Compensation carbone et accaparement des terres : des liens évidents

Valérie Tilman
Chargée de projets à la FUCID

La « neutralité carbone », on en a tous entendu parler : bananes Chiquita, Actimel, bouteilles d’eau Evian ou livraison des colis par la Poste présentés comme « neutres en CO2 » ; engagements de Zalando, d’EasyJet ou de Netflix pour une empreinte carbone « zéro émission nette »… Mais de quoi s’agit-il exactement ? Et peut-on se fier à ces allégations ? Levons un coin de voile sur cet objectif de neutralité carbone. Nous nous joindrons ensuite aux dénonciations de nombreux acteurs, ONG et scientifiques selon lesquels la compensation carbone non seulement n’a pas l’efficacité promise (Thales, 2023), mais concourt en outre à l’accaparement des terres au niveau mondial, ce phénomène étant notamment responsable de déplacements forcés de populations et d’insécurité alimentaire.

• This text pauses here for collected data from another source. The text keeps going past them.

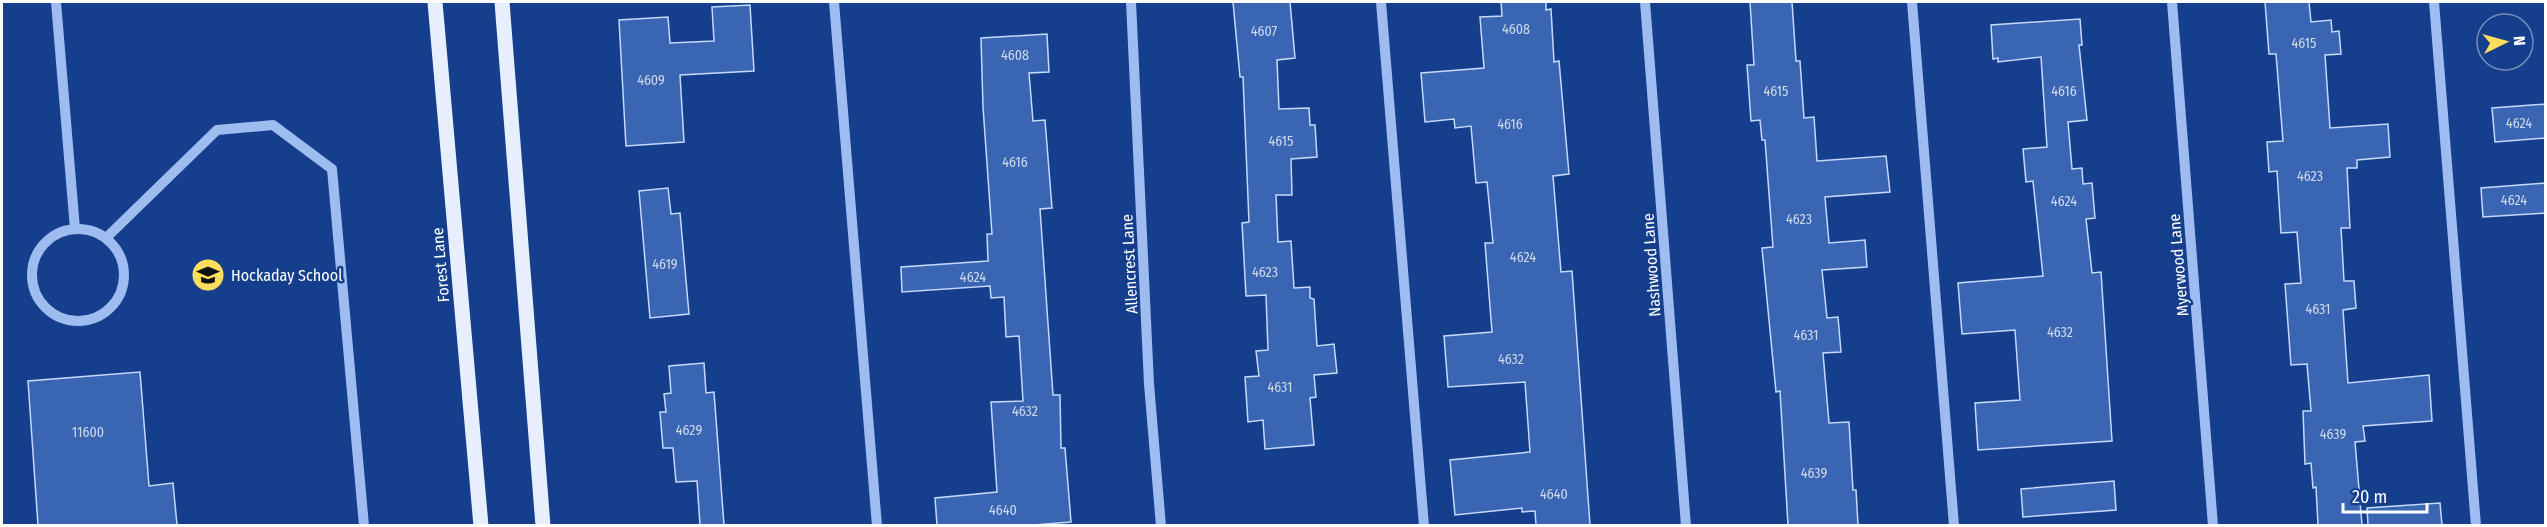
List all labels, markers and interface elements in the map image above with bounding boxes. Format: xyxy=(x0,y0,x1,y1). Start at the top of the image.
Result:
north arrow xyxy=(2475,12,2535,72)
house number: 4608 xyxy=(1502,21,1530,38)
house number: 4607 xyxy=(1251,23,1278,40)
house number: 4615 xyxy=(2292,35,2316,52)
text: N xyxy=(2510,35,2529,46)
house number: 4608 xyxy=(1001,47,1029,64)
house number: 4609 xyxy=(637,72,665,89)
house number: 4615 xyxy=(1764,83,1788,100)
house number: 4616 xyxy=(2051,83,2077,100)
house number: 4624 xyxy=(2506,115,2532,132)
house number: 4616 xyxy=(1497,116,1523,133)
house number: 4615 xyxy=(1269,133,1293,150)
house number: 4616 xyxy=(1002,154,1028,171)
house number: 4623 xyxy=(2297,168,2323,185)
house number: 4624 xyxy=(2501,192,2527,209)
house number: 4624 xyxy=(2051,193,2077,210)
house number: 4623 xyxy=(1786,211,1812,228)
street label: Allencrest Lane xyxy=(1117,213,1142,314)
street label: Nashwood Lane xyxy=(1638,213,1665,317)
street label: Myerwood Lane xyxy=(2165,213,2192,317)
street label: Forest Lane xyxy=(428,227,453,303)
house number: 4624 xyxy=(1510,249,1536,266)
house number: 4619 xyxy=(652,256,678,273)
school or university icon: Hockaday School xyxy=(190,257,226,293)
house number: 4623 xyxy=(1252,264,1278,281)
place label: Hockaday School xyxy=(231,266,342,285)
house number: 4624 xyxy=(960,269,986,286)
house number: 4631 xyxy=(2305,301,2331,318)
house number: 4632 xyxy=(2047,324,2073,341)
house number: 4631 xyxy=(1793,327,1819,344)
house number: 4632 xyxy=(1498,351,1524,368)
house number: 4631 xyxy=(1267,379,1293,396)
house number: 4632 xyxy=(1012,403,1038,420)
house number: 4629 xyxy=(676,422,702,439)
house number: 11600 xyxy=(72,424,104,441)
house number: 4639 xyxy=(2320,426,2346,443)
house number: 4639 xyxy=(1801,465,1827,482)
scale bar xyxy=(2343,476,2427,514)
house number: 4640 xyxy=(1540,486,1568,503)
text: 20 m xyxy=(2352,486,2387,508)
house number: 4640 xyxy=(989,502,1017,519)

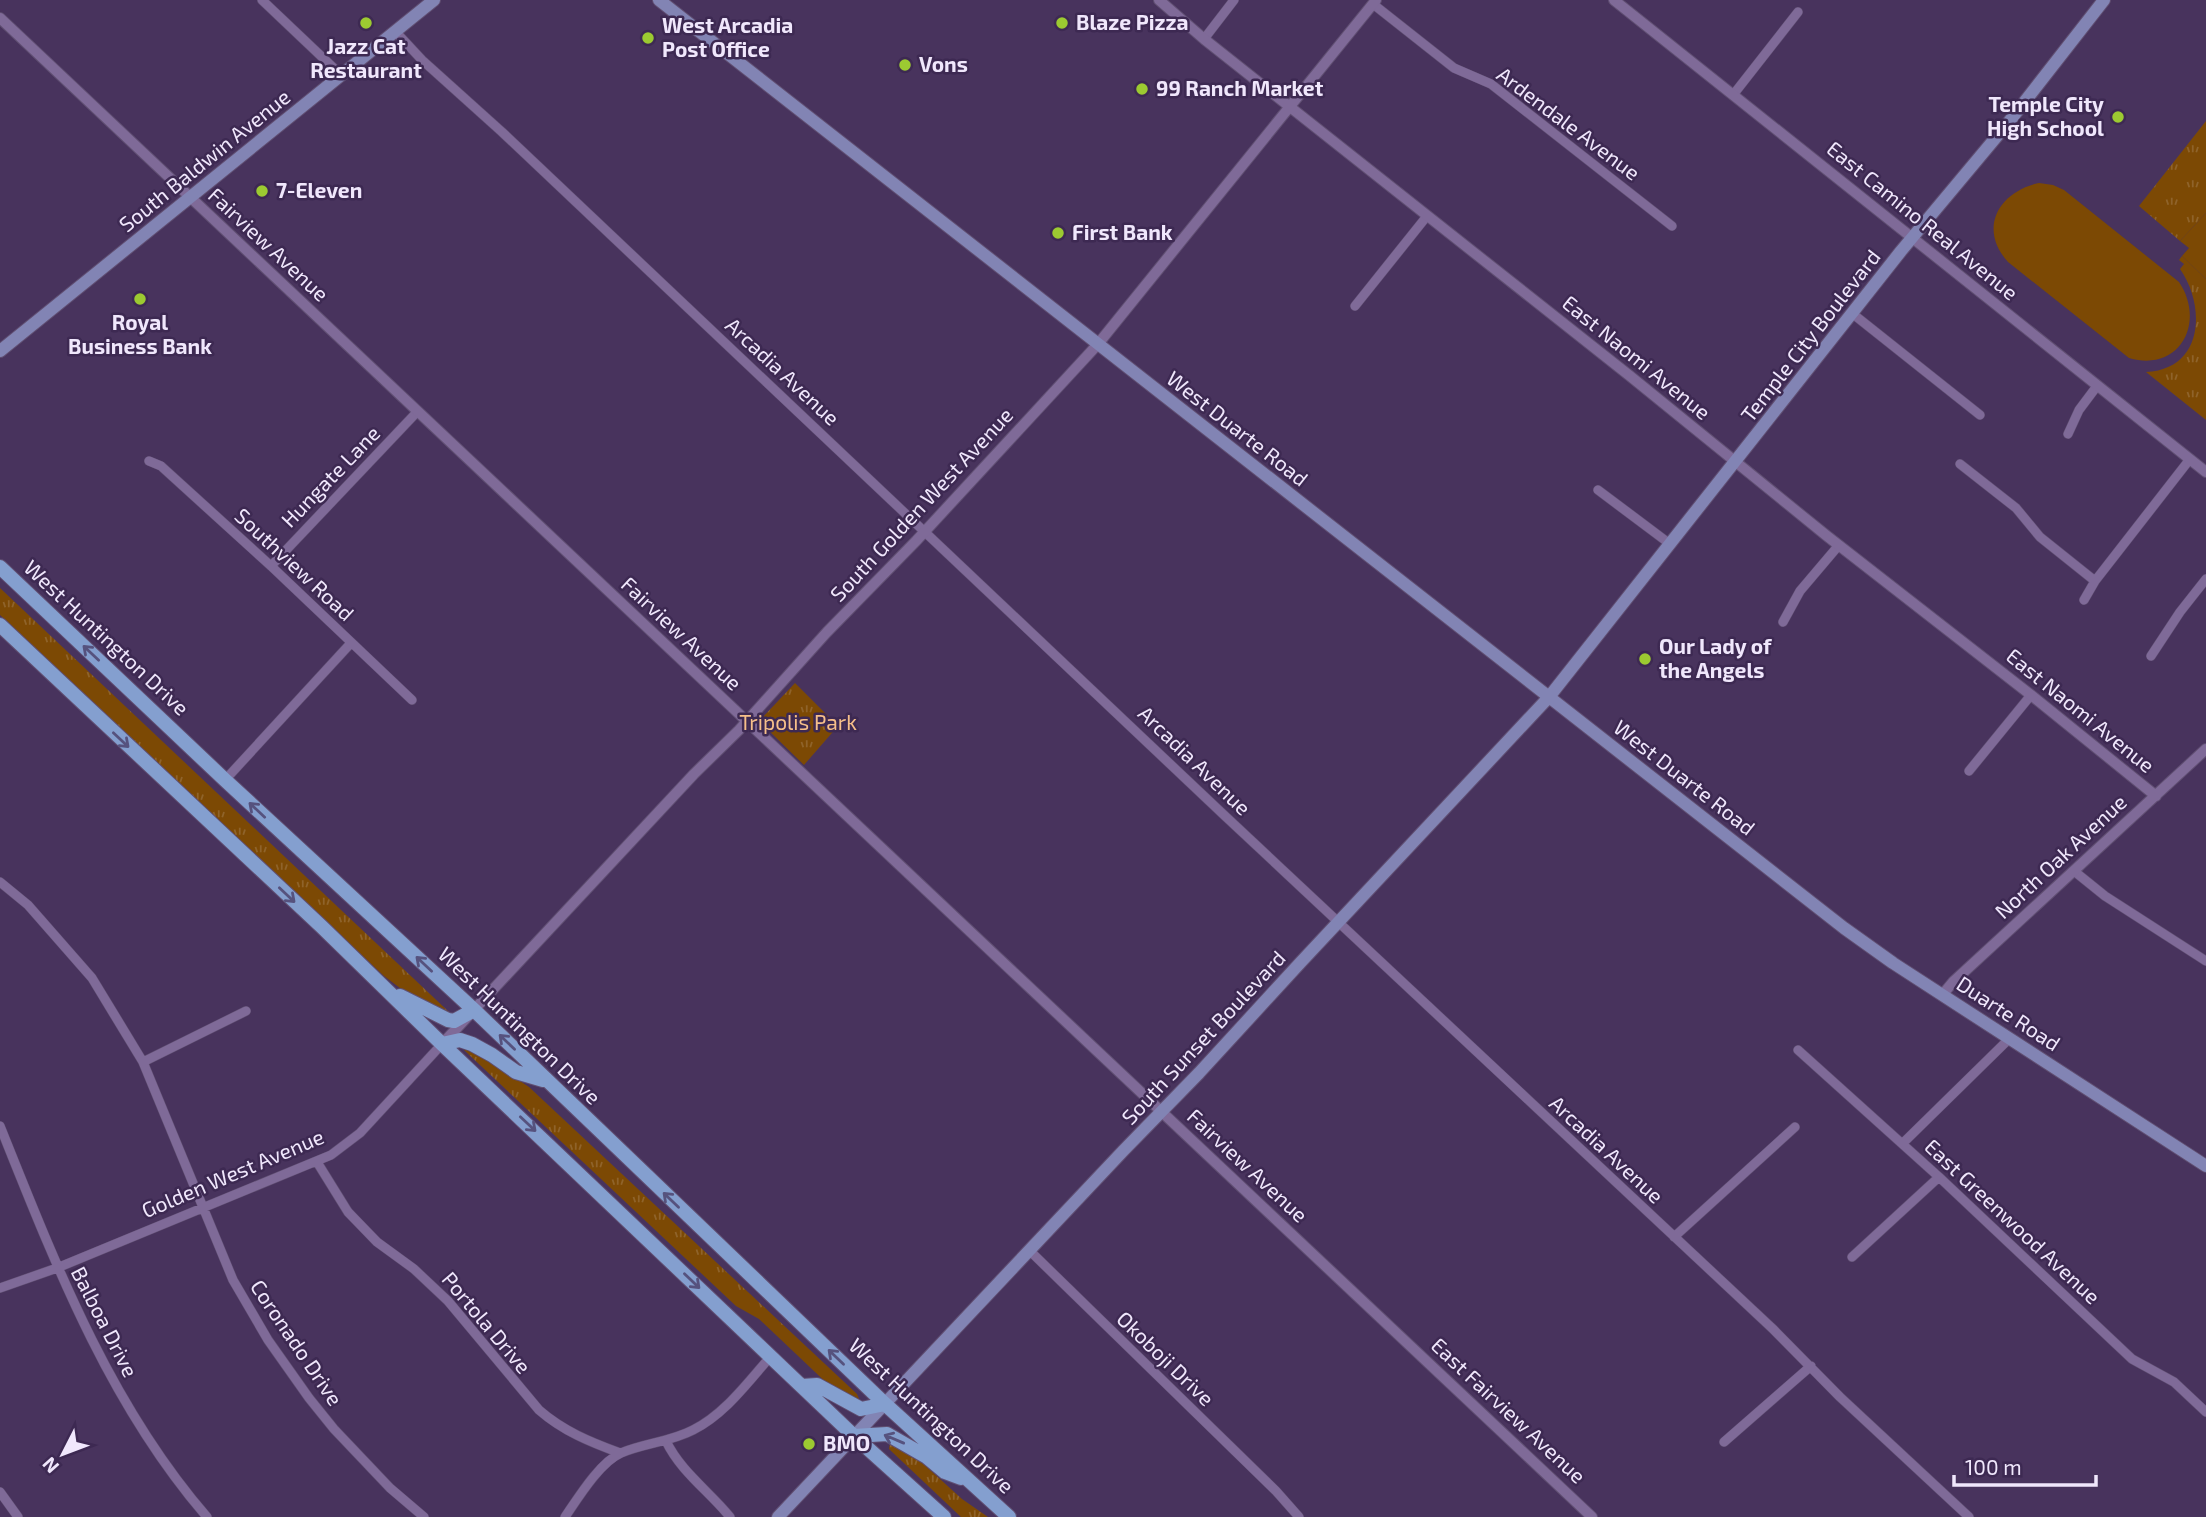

Le principe de compensation

La compensation environnementale peut être définie comme un ensemble d'actions en faveur de l'environnement qui permet de contrebalancer des dommages qui n'ont pu ou voulu être évités. La compensation carbone consiste, dans cette même logique, à compenser ses propres émissions de CO2 par le biais de programmes de réduction d'émissions ailleurs : il s’agit, pour un acteur privé ou public, de contrebalancer ses propres émissions de CO2 en achetant des « crédits carbone » basés sur des efforts d’atténuation déployés ailleurs, souvent dans des pays à revenu faible. Cet acteur peut ainsi financer soit des projets de réduction d'émissions de CO2 (par exemple des infrastructures d’énergie renouvelable), soit des projets de stockage ou de séquestration du carbone (par exemple des projets de plantations d’arbres), soit des projets aboutissant à des émissions évitées (par exemple des projets de lutte contre la déforestation et la dégradation des forêts, les forêts conservées contribuant au stockage du CO2). Dans le cadre de cette stratégie, cet acteur ne réduit donc pas ses propres émissions de CO2 : il se limite à les présenter comme « compensées », de façon à atteindre un solde (théorique) d’émissions de CO2 qui puisse être présenté comme neutre (c’est-à-dire égal à zéro). Le raisonnement est donc le suivant : « J’émets x tonnes de CO2, mais je contribue (du moins sur le papier) au stockage de x tonnes de CO2 : les émissions « nettes » de CO2 dont je suis responsable sont donc (en théorie) égales à zéro ». Que penser de cet objectif « zéro émission nette » ?

La stratégie « zéro émission nette »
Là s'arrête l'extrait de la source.